Graphene-based materials, due to their dimensionality and favourable pattern of interaction with cells, represent a promising platform for the loading and delivery of therapeutic cargo. Herein, the potential use of
graphene-based materials, including defect-free
graphene with positive or negative surface charge and
graphene oxide with different lateral dimensions, was investigated for the delivery of lysosomal
enzymes in fibroblasts derived from patients with
Mucopolysaccharidosis VI and
Pompe disease. We report excellent biocompatibility of all
graphene-based materials up to a concentration of 100 μg mL-1 in the cell lines studied.

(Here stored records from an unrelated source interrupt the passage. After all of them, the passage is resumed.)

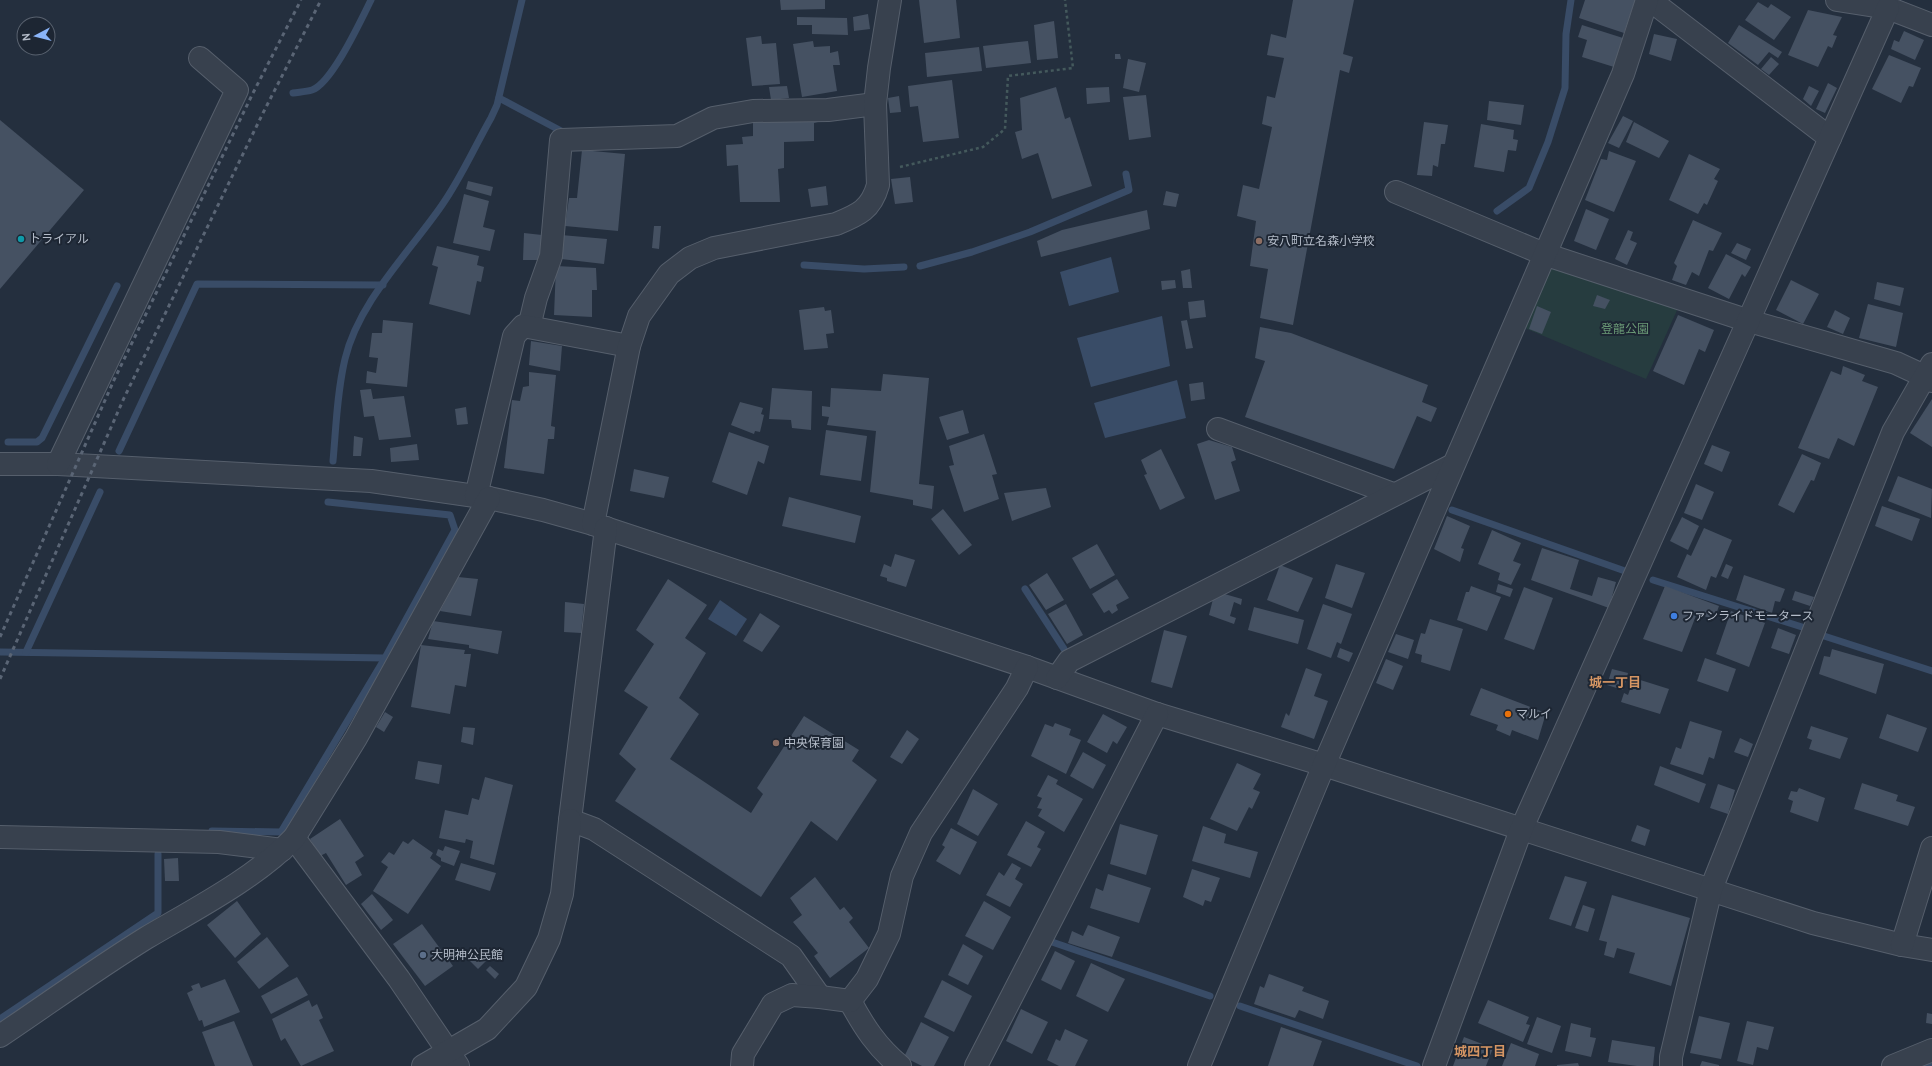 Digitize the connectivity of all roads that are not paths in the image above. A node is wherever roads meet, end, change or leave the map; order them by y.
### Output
1 (890, 0) edge
2 (1648, 0) edge
3 (1837, 0) edge
4 (1888, 8) junction
5 (1932, 25) edge
6 (200, 58) dead end
7 (875, 104) junction
8 (1830, 138) junction
9 (1396, 192) dead end
10 (1544, 254) junction
11 (1749, 321) junction
12 (529, 328) junction
13 (629, 346) junction
14 (1929, 373) edge
15 (1218, 429) dead end
16 (0, 464) edge
17 (58, 464) junction
18 (1453, 465) junction
19 (1393, 494) junction
20 (483, 497) junction
21 (600, 526) junction
22 (1027, 667) junction
23 (1057, 678) junction
24 (1158, 714) junction
25 (1324, 765) junction
26 (570, 820) junction
27 (1521, 830) junction
28 (0, 837) edge
29 (288, 844) junction
30 (1932, 848) edge
31 (1711, 889) junction
32 (1902, 945) junction
33 (1932, 950) edge
34 (820, 997) junction
35 (850, 1001) junction
36 (0, 1036) edge
37 (1932, 1050) edge
38 (453, 1059) edge
39 (423, 1066) edge
40 (742, 1066) edge
41 (900, 1066) edge
42 (976, 1066) edge
43 (1199, 1066) edge
44 (1434, 1066) edge
45 (1671, 1066) edge
46 (1893, 1066) edge

1 - 7 street
2 - 8 street
2 - 10 street
3 - 4 street
4 - 5 street
4 - 8 street
6 - 17 street
7 - 12 street
7 - 13 street
8 - 11 street
9 - 10 street
10 - 11 street
10 - 18 street
11 - 14 street
11 - 27 street
12 - 13 street
12 - 20 street
13 - 21 street
14 - 31 street
15 - 19 street
16 - 17 street
17 - 20 street
18 - 19 street
18 - 25 street
19 - 23 street
20 - 21 street
20 - 29 street
21 - 22 street
21 - 26 street
22 - 23 street
22 - 35 street
23 - 24 street
24 - 25 street
24 - 42 street
25 - 27 street
25 - 43 street
26 - 34 street
26 - 38 street
27 - 31 street
27 - 44 street
28 - 29 street
29 - 36 street
29 - 38 street
30 - 32 street
31 - 32 street
31 - 45 street
32 - 33 street
34 - 35 street
34 - 40 street
35 - 41 street
37 - 46 street
38 - 39 street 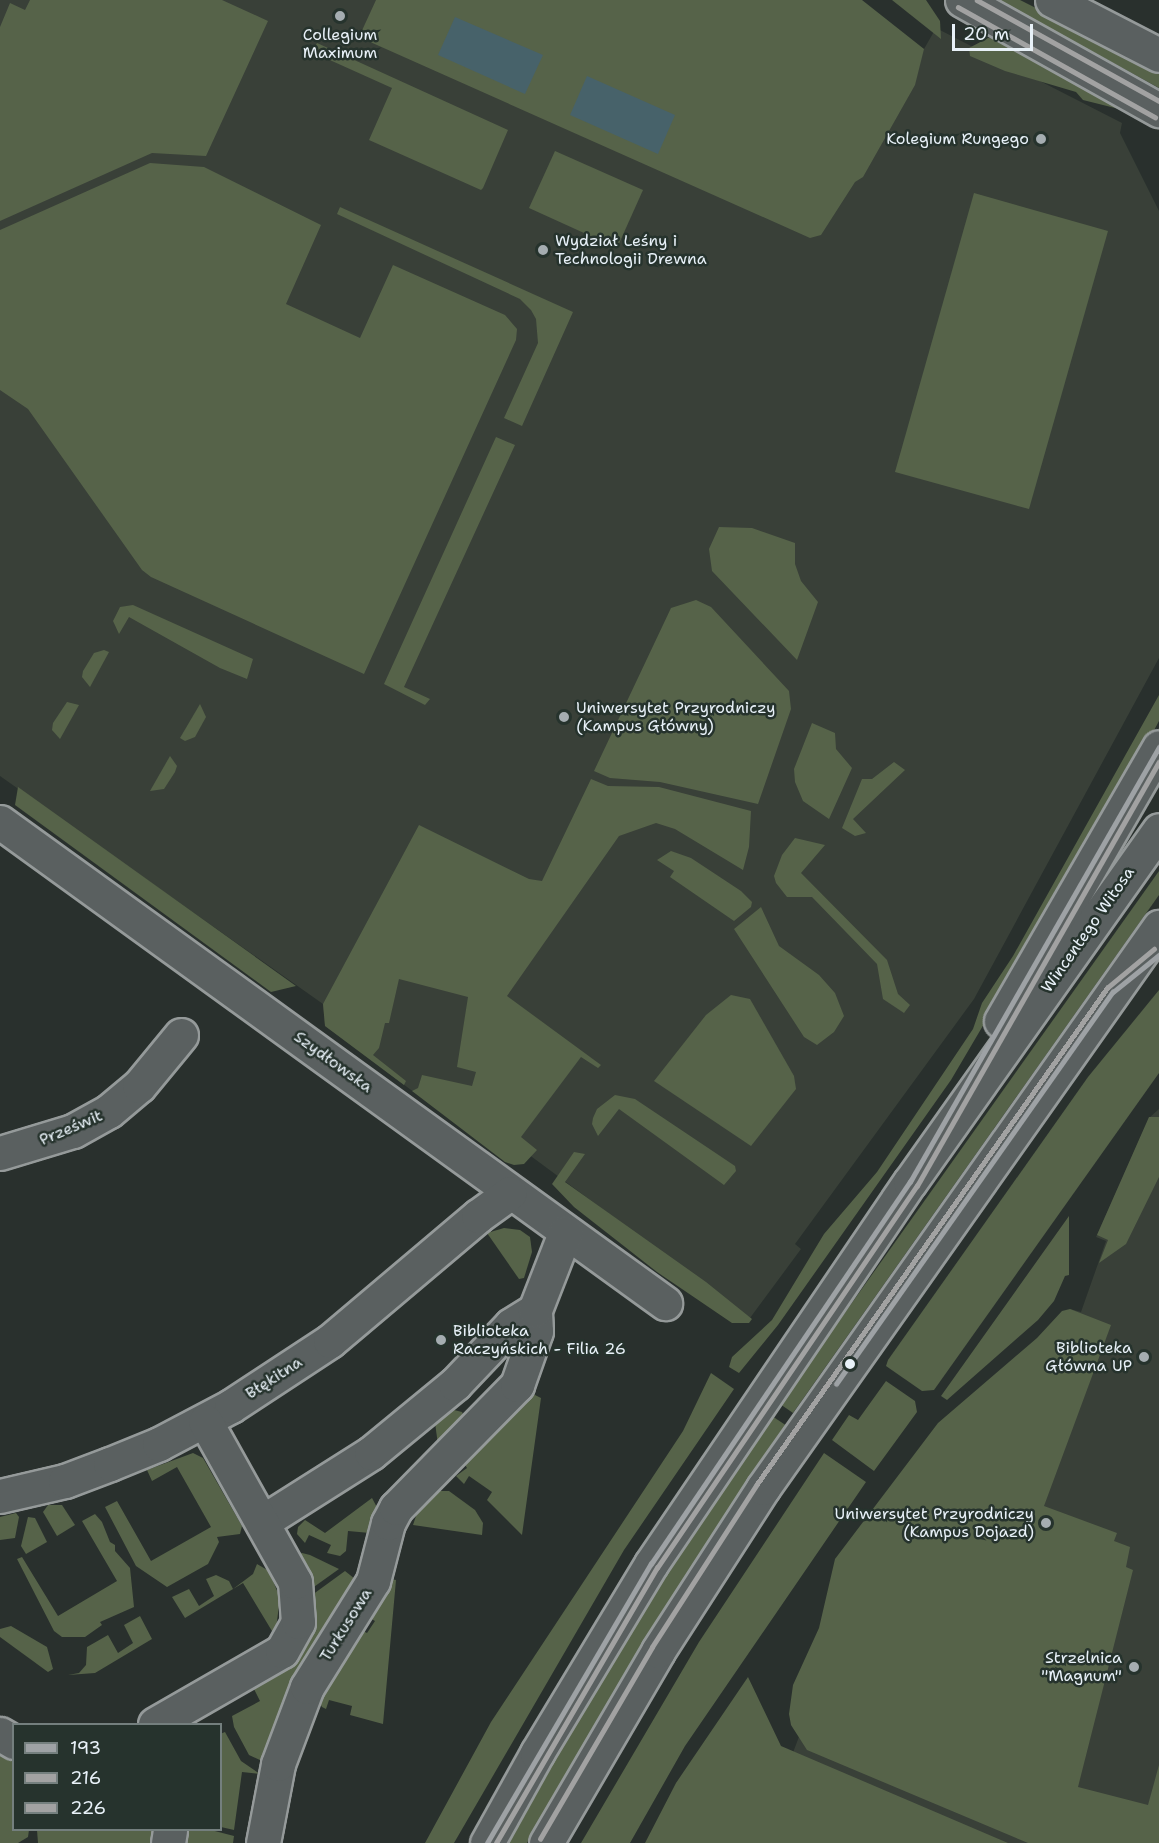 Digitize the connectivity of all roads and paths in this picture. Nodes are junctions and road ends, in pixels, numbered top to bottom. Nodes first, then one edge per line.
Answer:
1 (962, 0) edge
2 (1052, 0) edge
3 (1159, 55) edge
4 (1159, 110) edge
5 (1159, 747) edge
6 (0, 822) edge
7 (1159, 830) edge
8 (1159, 927) edge
9 (1159, 955) edge
10 (1113, 992) junction
11 (181, 1035) dead end
12 (0, 1152) edge
13 (910, 1182) junction
14 (510, 1193) junction
15 (565, 1233) junction
16 (665, 1303) dead end
17 (535, 1310) junction
18 (205, 1421) junction
19 (0, 1496) edge
20 (262, 1521) junction
21 (158, 1723) edge
22 (263, 1843) edge
23 (487, 1843) edge
24 (546, 1843) edge

1 - 4 street
2 - 3 street
5 - 13 street
6 - 14 street, Szydłowska
7 - 13 street, Wincentego Witosa
8 - 10 street
9 - 10 street
10 - 24 street
11 - 12 street, Prześwit
13 - 23 street, Wincentego Witosa
14 - 15 street, Szydłowska
14 - 18 street, Błękitna
15 - 16 street, Szydłowska
15 - 17 street, Turkusowa
17 - 20 street
17 - 22 street, Turkusowa
18 - 19 street, Błękitna
18 - 20 street
20 - 21 street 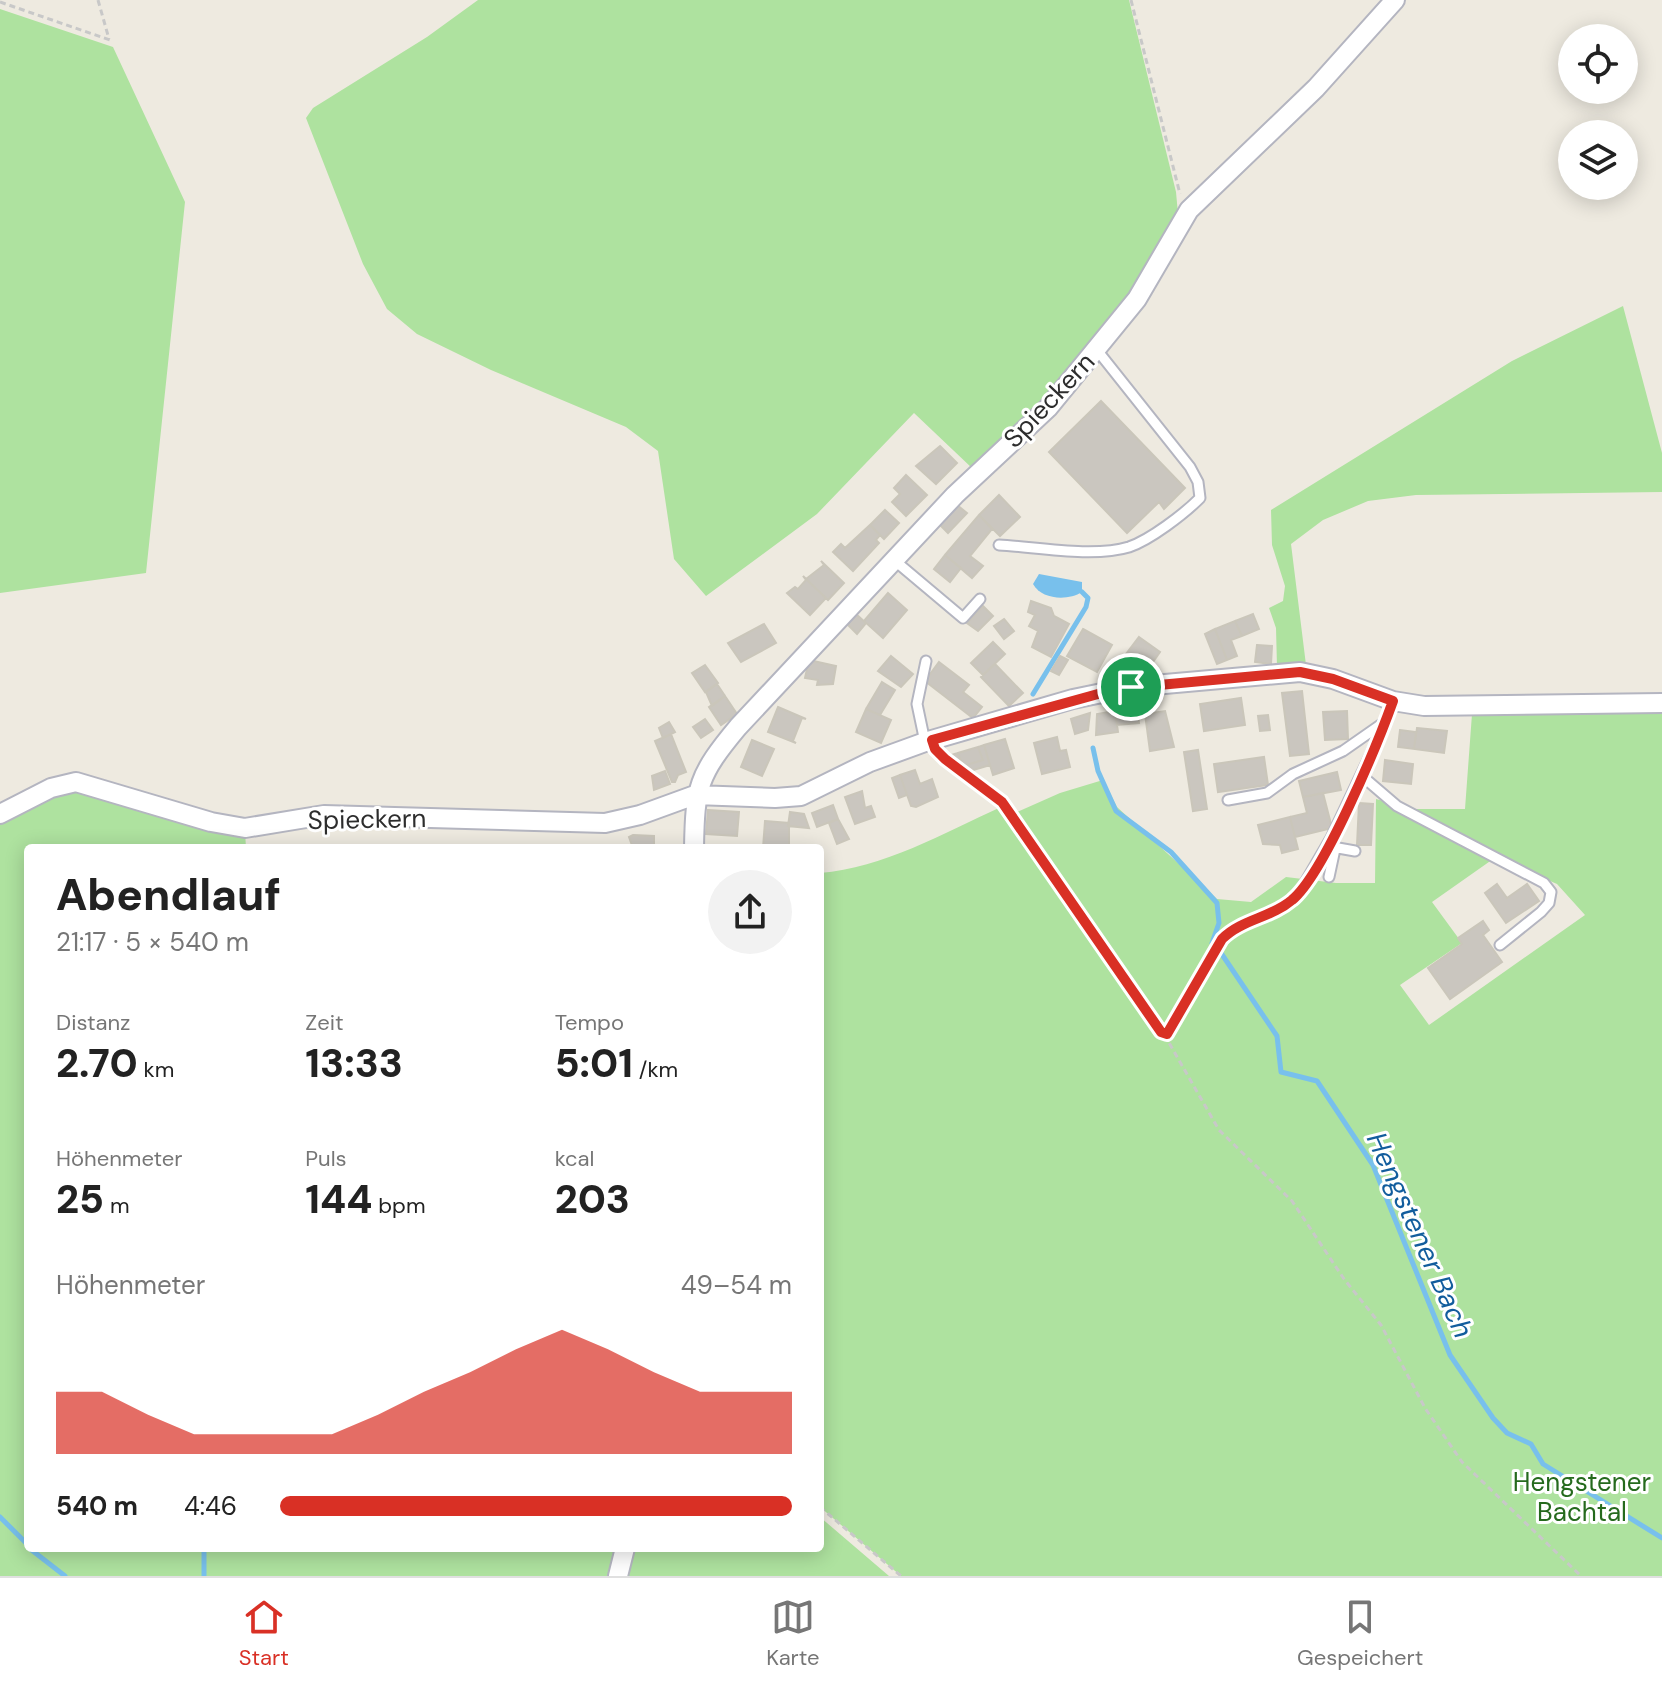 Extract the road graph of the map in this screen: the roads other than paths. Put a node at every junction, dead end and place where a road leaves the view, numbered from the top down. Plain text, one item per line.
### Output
1 (1395, 0) edge
2 (1097, 350) junction
3 (999, 545) dead end
4 (894, 560) junction
5 (980, 599) dead end
6 (926, 661) dead end
7 (1393, 701) junction
8 (1662, 703) edge
9 (1386, 721) junction
10 (928, 741) junction
11 (1362, 776) junction
12 (695, 795) junction
13 (1228, 800) dead end
14 (0, 814) edge
15 (694, 844) edge
16 (1331, 848) junction
17 (1355, 851) dead end
18 (1329, 877) dead end
19 (1299, 893) road end
20 (1500, 945) dead end
21 (624, 1552) edge
22 (618, 1576) edge

1 - 2 street, Spieckern
2 - 3 lane
2 - 4 street, Spieckern
4 - 5 lane
4 - 12 street, Spieckern
6 - 10 lane
7 - 8 street, Spieckern
7 - 9 lane
7 - 10 street, Spieckern
9 - 11 lane
9 - 13 lane
10 - 12 street, Spieckern
11 - 16 lane
11 - 20 lane
12 - 14 street, Spieckern
12 - 15 street, Spieckern
16 - 17 lane
16 - 18 lane
16 - 19 lane
21 - 22 street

In addition, a noticeable difference in the uptake profile of the materials was observed. Neither type of
graphene oxide was taken up by the cells to a significant extent. In contrast, the two types of
graphene were efficiently taken up, localizing in the lysosomes. Furthermore, we demonstrate that cationic
graphene flakes can be used as carriers for
arylsulfatase B enzyme, for the delivery of the lacking
enzyme to the lysosomes of
Mucopolysaccharidosis VI fibroblasts.
Arylsulfatase B complexed with cationic
graphene flakes not only retained the enzymatic activity, but also exerted
biological effects almost twice as high as
arylsulfatase B alone in the clearance of the substrate in
Mucopolysaccharidosis VI fibroblasts. This study lays the groundwork for the potential use of
graphene-based materials as carriers for
enzyme replacement therapy in lysosomal storage disorders.